◆ **WORK TO BE COMPLETED**: Scan the entries below for the word "than". Copy out every line in which it occurs.

◆ **Saved entries**:
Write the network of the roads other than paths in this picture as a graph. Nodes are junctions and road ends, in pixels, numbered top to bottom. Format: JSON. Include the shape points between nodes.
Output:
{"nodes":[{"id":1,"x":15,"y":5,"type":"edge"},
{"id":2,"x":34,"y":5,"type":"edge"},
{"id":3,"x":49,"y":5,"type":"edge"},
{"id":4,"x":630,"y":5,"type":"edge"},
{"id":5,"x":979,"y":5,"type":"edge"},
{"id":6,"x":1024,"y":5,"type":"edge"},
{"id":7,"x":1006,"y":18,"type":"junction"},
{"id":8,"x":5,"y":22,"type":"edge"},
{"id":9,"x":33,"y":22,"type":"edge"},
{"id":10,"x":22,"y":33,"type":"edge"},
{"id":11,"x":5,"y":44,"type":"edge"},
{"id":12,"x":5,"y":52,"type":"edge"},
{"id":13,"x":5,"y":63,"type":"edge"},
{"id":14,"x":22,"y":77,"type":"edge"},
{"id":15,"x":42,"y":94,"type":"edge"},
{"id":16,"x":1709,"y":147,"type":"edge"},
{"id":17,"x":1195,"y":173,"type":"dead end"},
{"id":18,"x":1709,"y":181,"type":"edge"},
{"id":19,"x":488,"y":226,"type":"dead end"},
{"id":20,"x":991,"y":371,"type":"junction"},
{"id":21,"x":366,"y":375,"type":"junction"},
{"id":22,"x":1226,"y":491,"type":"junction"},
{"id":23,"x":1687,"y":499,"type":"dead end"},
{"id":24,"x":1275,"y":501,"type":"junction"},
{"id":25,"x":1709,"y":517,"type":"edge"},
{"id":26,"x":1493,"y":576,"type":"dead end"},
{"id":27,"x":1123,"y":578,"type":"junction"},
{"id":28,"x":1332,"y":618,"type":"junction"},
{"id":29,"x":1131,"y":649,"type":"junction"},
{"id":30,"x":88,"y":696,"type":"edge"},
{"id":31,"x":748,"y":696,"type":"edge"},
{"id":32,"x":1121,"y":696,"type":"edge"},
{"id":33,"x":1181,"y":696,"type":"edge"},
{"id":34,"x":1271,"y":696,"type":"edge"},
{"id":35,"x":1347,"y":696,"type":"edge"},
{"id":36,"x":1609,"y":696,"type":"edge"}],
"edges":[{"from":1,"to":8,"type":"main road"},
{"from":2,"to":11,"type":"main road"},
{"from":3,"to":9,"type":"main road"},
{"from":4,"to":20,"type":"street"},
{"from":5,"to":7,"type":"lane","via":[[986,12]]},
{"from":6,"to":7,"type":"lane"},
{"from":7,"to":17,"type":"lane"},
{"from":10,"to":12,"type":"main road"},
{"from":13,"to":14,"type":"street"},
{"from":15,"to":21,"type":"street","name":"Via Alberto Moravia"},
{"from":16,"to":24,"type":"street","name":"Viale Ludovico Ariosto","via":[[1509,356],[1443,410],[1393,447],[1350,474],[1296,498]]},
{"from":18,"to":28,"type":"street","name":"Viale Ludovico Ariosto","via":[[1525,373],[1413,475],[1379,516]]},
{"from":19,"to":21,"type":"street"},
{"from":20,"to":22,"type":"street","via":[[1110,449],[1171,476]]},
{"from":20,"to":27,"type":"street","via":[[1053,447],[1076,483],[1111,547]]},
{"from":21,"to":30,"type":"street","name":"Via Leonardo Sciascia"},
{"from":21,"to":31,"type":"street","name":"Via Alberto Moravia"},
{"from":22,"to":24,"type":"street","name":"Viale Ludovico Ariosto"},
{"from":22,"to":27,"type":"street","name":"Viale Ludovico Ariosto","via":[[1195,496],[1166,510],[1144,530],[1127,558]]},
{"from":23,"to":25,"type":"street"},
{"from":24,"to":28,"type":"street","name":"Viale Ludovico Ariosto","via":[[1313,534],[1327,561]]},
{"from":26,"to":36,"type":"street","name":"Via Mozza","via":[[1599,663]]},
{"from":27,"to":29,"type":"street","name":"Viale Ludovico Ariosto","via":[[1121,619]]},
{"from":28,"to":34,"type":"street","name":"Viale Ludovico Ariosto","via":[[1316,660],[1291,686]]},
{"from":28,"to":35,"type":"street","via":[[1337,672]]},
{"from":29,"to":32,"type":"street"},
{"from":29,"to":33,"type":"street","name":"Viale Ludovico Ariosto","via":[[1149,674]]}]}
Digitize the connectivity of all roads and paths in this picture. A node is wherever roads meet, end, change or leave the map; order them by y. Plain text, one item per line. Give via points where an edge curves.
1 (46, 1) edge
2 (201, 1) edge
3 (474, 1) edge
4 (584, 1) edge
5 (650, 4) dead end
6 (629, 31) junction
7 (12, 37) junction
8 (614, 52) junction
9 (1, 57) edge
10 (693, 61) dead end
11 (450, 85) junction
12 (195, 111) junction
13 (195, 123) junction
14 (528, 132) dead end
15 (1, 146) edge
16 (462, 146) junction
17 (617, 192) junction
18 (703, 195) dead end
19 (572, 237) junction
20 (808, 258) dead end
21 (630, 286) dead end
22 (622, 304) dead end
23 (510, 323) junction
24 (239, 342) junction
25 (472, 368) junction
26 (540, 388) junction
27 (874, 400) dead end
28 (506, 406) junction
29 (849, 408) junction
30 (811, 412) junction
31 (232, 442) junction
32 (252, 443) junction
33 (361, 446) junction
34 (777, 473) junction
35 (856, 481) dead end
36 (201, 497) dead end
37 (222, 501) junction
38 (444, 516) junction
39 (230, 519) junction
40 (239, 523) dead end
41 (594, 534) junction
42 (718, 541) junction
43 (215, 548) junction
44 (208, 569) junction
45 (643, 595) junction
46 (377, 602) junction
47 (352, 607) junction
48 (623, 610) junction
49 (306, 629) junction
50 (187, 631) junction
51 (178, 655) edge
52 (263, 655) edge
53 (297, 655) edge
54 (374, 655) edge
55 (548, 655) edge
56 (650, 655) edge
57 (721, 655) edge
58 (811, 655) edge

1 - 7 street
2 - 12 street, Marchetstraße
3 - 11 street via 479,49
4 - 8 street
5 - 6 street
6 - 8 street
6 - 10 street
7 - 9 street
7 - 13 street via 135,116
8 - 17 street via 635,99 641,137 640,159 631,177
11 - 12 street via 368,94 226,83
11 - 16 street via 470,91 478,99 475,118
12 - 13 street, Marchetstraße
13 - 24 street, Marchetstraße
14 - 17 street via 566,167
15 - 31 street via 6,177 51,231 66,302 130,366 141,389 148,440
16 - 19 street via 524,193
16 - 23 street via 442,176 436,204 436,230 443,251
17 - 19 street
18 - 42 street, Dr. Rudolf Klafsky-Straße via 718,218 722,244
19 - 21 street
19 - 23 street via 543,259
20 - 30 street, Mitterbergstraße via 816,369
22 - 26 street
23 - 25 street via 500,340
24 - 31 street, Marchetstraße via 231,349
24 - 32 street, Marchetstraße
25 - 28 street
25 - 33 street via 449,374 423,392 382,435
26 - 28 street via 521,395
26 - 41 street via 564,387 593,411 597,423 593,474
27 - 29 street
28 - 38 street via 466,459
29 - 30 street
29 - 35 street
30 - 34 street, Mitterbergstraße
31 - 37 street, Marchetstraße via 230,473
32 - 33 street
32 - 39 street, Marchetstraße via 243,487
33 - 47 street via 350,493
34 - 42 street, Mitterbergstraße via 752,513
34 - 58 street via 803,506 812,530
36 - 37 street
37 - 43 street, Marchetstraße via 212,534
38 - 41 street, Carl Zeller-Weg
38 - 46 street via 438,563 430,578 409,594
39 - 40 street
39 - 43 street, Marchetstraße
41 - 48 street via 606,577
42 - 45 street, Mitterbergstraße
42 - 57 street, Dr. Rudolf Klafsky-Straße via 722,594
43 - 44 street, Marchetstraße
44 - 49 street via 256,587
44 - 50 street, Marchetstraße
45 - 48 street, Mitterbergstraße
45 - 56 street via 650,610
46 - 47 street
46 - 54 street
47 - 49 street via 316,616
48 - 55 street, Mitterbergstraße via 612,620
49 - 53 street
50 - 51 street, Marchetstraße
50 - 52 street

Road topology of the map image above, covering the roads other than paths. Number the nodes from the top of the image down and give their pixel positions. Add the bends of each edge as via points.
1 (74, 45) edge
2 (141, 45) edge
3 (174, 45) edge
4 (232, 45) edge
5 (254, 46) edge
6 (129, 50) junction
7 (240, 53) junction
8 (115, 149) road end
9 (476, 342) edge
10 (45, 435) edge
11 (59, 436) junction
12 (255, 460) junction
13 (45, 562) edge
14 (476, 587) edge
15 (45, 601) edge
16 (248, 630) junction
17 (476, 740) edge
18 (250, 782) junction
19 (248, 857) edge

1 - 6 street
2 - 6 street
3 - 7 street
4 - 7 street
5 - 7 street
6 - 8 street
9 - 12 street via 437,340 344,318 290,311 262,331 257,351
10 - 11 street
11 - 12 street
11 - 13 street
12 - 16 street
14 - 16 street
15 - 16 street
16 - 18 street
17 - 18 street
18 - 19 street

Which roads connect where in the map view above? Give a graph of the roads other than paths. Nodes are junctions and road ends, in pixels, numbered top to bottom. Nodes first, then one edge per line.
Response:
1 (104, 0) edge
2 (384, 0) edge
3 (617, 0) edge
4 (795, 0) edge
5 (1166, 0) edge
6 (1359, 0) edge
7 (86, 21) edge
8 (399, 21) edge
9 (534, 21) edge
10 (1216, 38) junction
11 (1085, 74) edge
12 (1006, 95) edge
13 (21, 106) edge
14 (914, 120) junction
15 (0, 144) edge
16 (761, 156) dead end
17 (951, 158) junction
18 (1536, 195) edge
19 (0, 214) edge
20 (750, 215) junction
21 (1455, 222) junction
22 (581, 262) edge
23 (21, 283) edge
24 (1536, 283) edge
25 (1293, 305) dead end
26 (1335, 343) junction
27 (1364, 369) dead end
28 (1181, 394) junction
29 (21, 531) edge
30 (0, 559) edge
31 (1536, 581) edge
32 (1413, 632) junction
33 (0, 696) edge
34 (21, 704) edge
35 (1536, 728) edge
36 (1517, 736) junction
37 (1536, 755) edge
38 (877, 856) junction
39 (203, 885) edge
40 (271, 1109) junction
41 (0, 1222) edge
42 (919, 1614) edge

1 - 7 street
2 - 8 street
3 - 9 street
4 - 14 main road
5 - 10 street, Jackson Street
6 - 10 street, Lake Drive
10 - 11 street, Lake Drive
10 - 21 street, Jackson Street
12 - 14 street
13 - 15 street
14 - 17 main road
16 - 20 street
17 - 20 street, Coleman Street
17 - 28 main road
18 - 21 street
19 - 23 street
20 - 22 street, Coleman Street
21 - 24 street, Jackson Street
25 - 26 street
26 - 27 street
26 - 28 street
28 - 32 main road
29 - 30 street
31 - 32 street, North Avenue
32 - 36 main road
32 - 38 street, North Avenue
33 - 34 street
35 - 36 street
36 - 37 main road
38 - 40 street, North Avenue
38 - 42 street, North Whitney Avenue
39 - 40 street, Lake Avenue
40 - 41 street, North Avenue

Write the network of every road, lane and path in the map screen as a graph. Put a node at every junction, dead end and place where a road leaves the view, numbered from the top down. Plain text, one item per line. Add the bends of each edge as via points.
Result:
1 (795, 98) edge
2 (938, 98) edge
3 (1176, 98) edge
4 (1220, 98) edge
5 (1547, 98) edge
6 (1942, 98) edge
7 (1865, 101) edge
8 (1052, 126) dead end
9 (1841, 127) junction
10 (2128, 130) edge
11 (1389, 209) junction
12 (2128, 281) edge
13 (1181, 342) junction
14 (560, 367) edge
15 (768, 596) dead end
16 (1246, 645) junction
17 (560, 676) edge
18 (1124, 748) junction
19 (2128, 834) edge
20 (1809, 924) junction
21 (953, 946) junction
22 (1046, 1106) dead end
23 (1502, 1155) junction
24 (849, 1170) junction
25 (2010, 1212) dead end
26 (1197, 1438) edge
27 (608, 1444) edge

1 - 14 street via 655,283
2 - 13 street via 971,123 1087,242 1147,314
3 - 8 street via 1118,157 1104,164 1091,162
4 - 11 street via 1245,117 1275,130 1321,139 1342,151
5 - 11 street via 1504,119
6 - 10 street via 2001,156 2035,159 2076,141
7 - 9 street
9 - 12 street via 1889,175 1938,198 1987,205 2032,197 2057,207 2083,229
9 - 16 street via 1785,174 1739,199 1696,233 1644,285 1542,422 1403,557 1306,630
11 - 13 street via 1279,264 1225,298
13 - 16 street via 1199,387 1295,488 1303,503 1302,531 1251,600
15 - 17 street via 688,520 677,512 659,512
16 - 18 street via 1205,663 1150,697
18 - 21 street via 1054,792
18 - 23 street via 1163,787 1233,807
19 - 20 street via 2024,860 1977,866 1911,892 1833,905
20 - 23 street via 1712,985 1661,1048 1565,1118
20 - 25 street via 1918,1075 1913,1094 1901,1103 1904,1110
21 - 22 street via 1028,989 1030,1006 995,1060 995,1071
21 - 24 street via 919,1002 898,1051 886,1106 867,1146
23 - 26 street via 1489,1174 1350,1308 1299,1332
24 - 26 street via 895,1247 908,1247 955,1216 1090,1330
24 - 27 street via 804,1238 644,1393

◆ **RESULT FOR THIS EXERCISE**:
Write the network of the roads other than paths in this picture as a graph. Nodes are junctions and road ends, in pixels, numbered top to bottom. Format: JSON. Include the shape points between nodes.
Road topology of the map image above, covering the roads other than paths. Number the nodes from the top of the image down and give their pixel positions. Add the bends of each edge as via points.
Which roads connect where in the map view above? Give a graph of the roads other than paths. Nodes are junctions and road ends, in pixels, numbered top to bottom. Nodes first, then one edge per line.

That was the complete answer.